5. Les déclarations d’insolvabilité des Etats surendettés ne doivent pas être contournées ou
retardées en mettant la politique monétaire de la BCE au service du soutien de ces Etats. En
effet, l’achat sélectif d’obligations d’Etat hautement risquées favoriserait des Etats membres
de manière individuelle et pourrait ainsi susciter la convoitise d’autres Etats très endettés.
Ceci compromettrait la réputation et l’indépendance de la BCE. Les interventions de la BCE
ne doivent en aucun cas se limiter à apaiser les marchés sur le court terme, dès lors qu’elle
ne pourrait pas revendre les obligations qu’elle a acquises sans provoquer l’irritation des
marchés. La BCE devrait se concentrer à nouveau sur son obligation contractuelle de stabilité
monétaire et laisser aux gouvernements des Etats membres de l’UE trouver la solution au
problème de surendettement selon le principe pollueur-payeur.

6. La crise de la dette des pays de l’UE peut mener à 3 effets envisageables. D’abord elle peut
être dominée via une réelle croissance dans les pays surendettés. Ensuite, elle peut être
désamorcée par l’insolvabilité des Etats concernés qui serait suivie de mesures de soutien
bien réfléchies. La troisième solution est qu’elle mène à une mutualisation des dettes
individuelles de certains Etats membres, que ce soit par une hausse des impôts ou par une
hausse de l’inflation dans l’ensemble de l’UE.

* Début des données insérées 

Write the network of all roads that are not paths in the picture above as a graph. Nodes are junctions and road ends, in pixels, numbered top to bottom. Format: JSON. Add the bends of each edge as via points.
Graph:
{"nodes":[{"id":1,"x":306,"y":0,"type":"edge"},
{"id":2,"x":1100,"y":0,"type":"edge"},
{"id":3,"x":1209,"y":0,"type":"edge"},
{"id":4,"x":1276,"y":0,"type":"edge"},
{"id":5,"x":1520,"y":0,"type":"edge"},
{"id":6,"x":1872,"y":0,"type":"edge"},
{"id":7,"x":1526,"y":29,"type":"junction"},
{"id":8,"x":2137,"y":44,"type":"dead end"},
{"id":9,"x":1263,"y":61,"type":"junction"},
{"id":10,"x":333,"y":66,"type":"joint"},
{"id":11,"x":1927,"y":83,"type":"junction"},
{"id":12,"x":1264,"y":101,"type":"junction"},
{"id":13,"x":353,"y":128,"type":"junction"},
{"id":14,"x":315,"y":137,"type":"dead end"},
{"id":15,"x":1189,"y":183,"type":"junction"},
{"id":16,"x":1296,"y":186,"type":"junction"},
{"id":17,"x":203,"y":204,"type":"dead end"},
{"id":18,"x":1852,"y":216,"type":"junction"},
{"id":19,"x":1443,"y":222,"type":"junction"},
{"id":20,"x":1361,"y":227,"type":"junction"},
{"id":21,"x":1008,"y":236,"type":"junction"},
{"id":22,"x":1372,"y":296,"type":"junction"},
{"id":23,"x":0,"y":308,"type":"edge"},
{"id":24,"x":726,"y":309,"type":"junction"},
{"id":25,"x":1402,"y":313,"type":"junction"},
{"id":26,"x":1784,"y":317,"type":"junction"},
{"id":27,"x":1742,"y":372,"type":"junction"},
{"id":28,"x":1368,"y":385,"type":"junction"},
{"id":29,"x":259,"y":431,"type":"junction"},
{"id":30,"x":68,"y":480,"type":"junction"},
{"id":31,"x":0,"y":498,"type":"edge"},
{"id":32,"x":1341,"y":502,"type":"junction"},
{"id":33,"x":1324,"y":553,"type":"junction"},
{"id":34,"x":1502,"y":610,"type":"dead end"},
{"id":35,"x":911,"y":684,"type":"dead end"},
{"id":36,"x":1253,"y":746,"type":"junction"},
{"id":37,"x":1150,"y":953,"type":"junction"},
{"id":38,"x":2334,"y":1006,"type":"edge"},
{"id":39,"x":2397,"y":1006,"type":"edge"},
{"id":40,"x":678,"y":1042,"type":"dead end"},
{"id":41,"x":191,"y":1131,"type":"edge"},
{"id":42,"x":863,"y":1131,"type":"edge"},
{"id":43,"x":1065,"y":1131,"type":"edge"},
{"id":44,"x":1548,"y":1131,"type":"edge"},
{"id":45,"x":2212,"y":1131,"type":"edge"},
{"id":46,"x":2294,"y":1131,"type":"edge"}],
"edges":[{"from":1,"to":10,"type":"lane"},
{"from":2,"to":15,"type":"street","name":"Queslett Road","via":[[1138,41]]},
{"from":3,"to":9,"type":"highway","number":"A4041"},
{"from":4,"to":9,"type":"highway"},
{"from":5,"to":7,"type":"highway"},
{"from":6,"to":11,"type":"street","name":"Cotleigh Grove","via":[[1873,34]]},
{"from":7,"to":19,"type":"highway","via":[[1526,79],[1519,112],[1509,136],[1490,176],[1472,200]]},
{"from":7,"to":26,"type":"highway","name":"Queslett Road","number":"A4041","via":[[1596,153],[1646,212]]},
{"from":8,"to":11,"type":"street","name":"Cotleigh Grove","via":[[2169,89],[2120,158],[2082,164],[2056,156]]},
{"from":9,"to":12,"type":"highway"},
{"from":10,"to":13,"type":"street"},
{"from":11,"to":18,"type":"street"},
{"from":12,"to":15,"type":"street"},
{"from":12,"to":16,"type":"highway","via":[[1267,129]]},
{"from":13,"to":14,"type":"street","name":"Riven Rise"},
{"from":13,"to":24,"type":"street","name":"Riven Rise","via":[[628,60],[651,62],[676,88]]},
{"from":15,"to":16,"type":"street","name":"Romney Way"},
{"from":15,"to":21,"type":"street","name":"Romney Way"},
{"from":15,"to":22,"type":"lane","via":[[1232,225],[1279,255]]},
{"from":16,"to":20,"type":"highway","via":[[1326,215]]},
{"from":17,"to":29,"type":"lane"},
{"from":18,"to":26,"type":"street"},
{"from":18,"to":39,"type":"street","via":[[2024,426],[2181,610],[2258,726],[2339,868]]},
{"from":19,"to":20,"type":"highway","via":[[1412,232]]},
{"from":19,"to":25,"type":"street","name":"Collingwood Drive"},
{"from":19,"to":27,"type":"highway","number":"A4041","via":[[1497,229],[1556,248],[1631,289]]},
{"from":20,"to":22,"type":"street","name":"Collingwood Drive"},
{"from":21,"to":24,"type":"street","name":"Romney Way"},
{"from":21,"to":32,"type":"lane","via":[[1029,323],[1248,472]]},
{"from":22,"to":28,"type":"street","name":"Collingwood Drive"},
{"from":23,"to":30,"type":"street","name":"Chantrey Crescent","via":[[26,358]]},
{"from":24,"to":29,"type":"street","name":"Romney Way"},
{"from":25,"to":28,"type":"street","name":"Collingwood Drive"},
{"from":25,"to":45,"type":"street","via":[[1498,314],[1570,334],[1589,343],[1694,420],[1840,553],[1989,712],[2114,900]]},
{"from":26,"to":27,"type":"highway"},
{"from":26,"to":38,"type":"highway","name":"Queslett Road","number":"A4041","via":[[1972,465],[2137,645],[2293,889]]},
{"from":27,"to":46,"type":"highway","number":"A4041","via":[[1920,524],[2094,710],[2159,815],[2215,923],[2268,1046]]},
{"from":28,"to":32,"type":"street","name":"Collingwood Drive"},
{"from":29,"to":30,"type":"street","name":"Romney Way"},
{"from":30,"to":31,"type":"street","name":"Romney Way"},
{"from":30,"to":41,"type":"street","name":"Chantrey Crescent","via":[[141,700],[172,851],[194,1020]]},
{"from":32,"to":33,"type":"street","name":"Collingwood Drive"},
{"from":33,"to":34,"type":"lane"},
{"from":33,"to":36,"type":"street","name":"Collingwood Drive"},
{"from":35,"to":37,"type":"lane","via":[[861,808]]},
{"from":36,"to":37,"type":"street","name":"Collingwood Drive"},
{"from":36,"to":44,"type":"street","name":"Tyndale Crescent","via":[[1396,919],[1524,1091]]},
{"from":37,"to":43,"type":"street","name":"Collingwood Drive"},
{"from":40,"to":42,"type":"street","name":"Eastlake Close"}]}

Les risques d’une politique qui s’appuierait exclusivement sur la première et la plus favorable
de ces solutions sont considérables. Personne ne peut aujourd’hui prévoir si les Etats
concernés auront la force de s’acquitter d’un endettement encore accru par les mécanismes
du sauvetage. C’est pourquoi nous sommons le gouvernement fédéral de prendre ses
dispositions dans l’hypothèse d’une faillite du plan de sauvetage européen et, en accord
avec les Etats partenaires européens, d’élaborer un plan détaillé d’insolvabilité pour les pays
européens surendettés, qui réponde aux impératifs mentionnés ci-dessus. C’est la seule
solution pour pouvoir empêcher que l’UE prenne la direction de la troisième alternative avec
des conséquences fatales sur le long terme pour le projet global d’intégration européenne.